Issue Number | 3751 |
---|---|
Summary | cdr._addRepDocComment() replaces more than it should |
Created | 2014-04-02 09:09:45 |
Issue Type | Bug |
Submitted By | Kline, Bob (NIH/NCI) [C] |
Assigned To | alan |
Status | Closed |
Resolved | 2014-10-09 13:41:05 |
Resolution | Fixed |
Path | /home/bkline/backups/jira/ocecdr/issue.121850 |
The _addRepDocComment() function doesn't restrict its changes to the
CdrDocCtl block. See, for example, CDR0000257549, which had the element
{code:xml}
<DocComment><xsl:value-of select =
"$newComment"/></DocComment>
{code:xml}
replaced with <DocComment>Syncing filters with svn 2014-04-01 (RMK)</DocComment>
in the body of the actual CDR document.
I will fix the document, but you can see the damage by comparing version 2 of the document with version 1 in the CDR.
I looked at this and see what went wrong. I've made some notes on fixing it. The fix doesn't look too difficult but I have several higher priority tasks at the moment, so I won't get to this for a while.
I created a version of _addRepDocComment() that fixes the problem, still using regular expressions, but using expressions that won't be fooled by the additional CdrDocCtl element found in the filter that broke the old version.
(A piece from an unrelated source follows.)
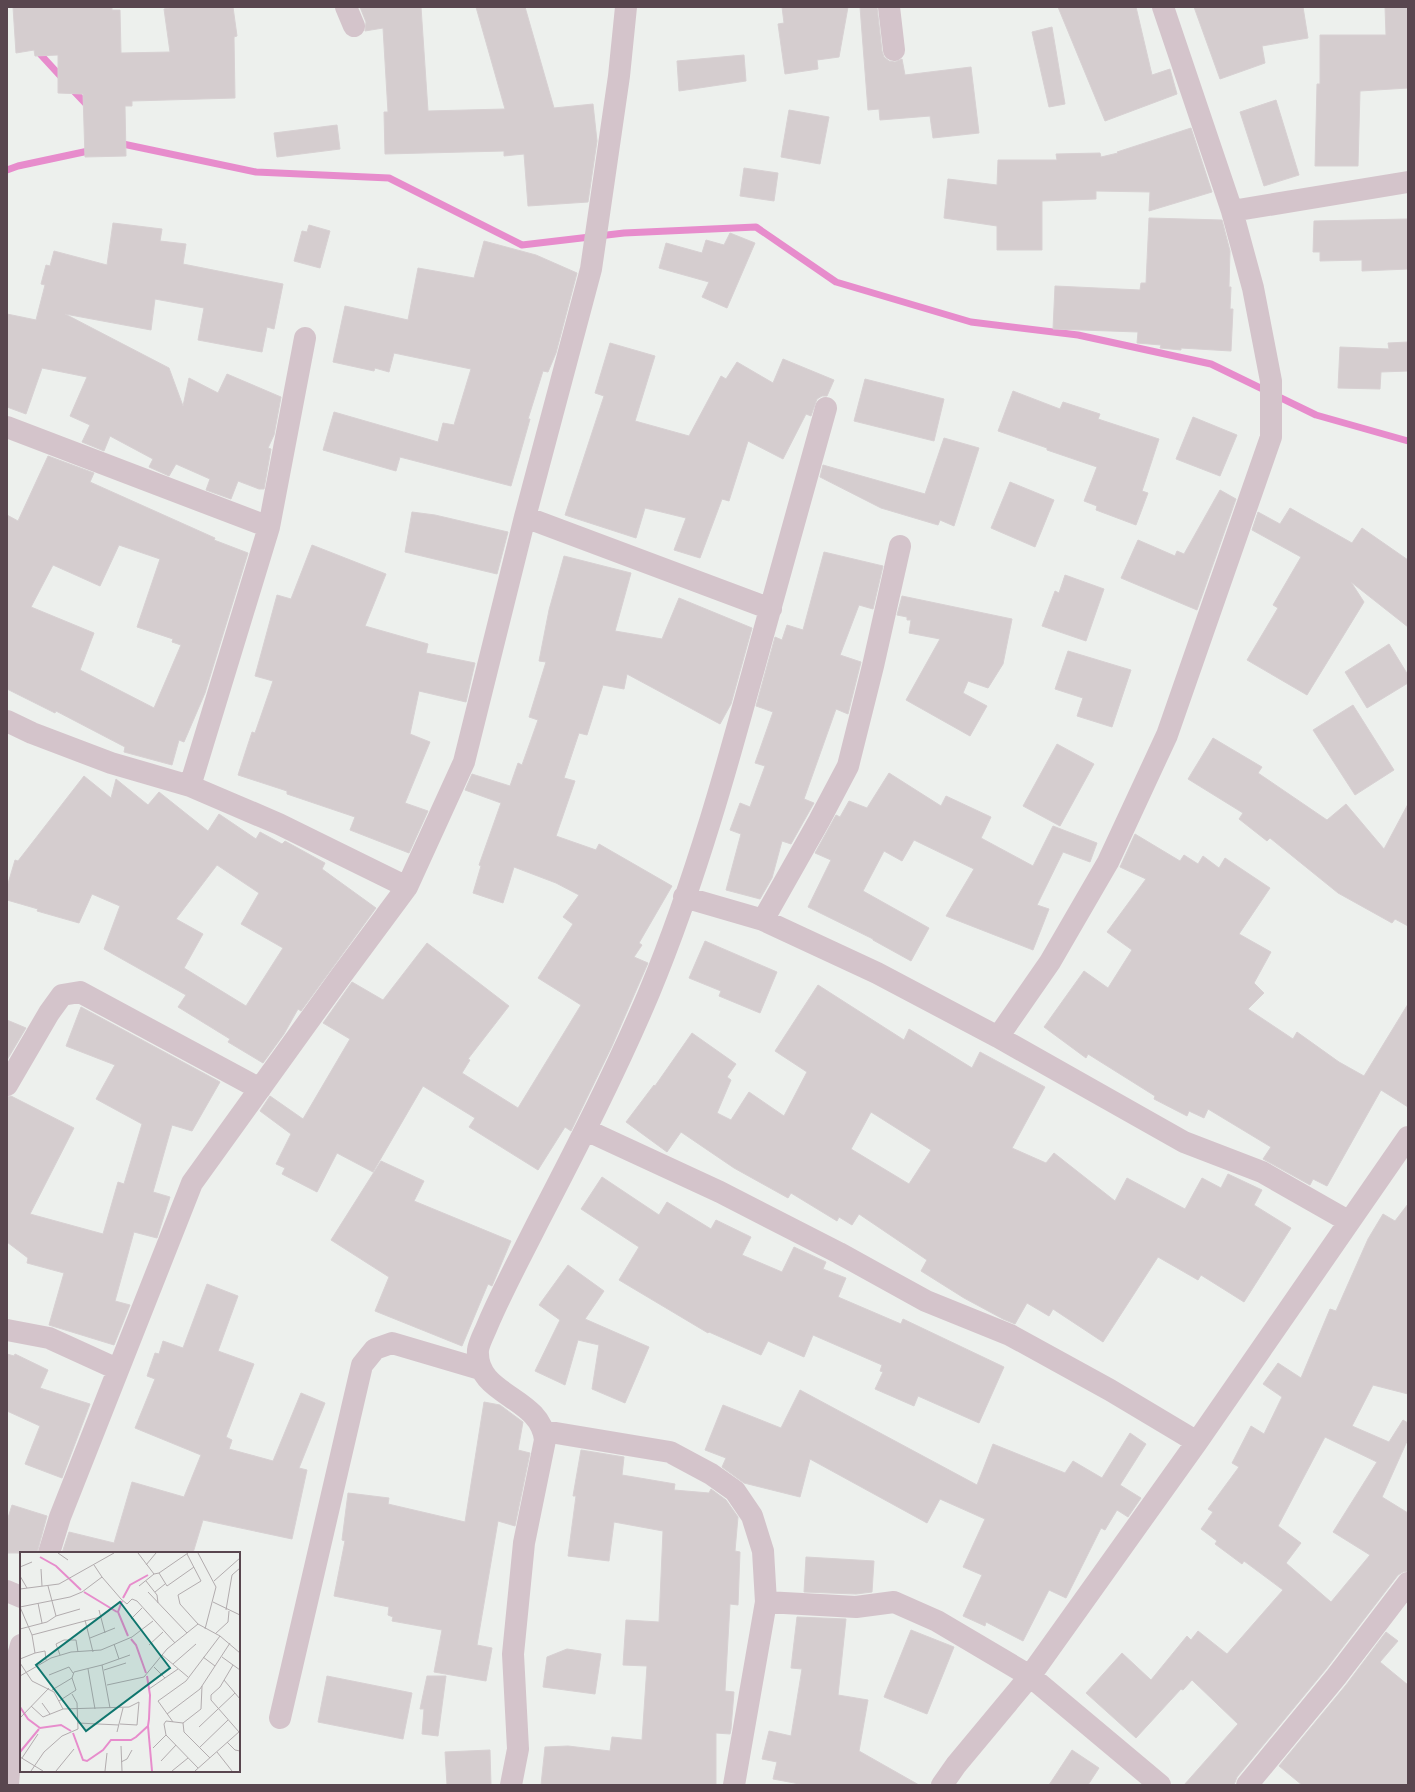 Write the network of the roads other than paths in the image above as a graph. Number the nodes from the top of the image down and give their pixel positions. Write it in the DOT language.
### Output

It all worked fine and the performance was fine on the documents that would normally be passed to it, but the performance was truly abominable for a document that did not have a CdrDocCtl wrapper. That's an illegal case, but I'd like to have a reasonable check for it that doesn't take forever when the case obtains.
I might want to switch to a version that uses an XML parser, or do a limited pattern match that only looks at the first one or two hundred characters to find out whether there is a CdrDocCtl present.
I noted that a non-greedy regex is also MUCH slower than a greedy one - which is not something I expected.
So I've decided to put this aside for now and come back to it when I get back from vacation.
...the performance was truly abominable for a document that did not have a CdrDocCtl wrapper....
Why not just wrap the code in a test like this:
if "<CdrDocCtl" in doc_xml: ...
I'm thinking about something like that but I'd want to test it first and also think about the odd possibility of a document without a CdrDocCtl wrapper but with a reference to it in the body of the document.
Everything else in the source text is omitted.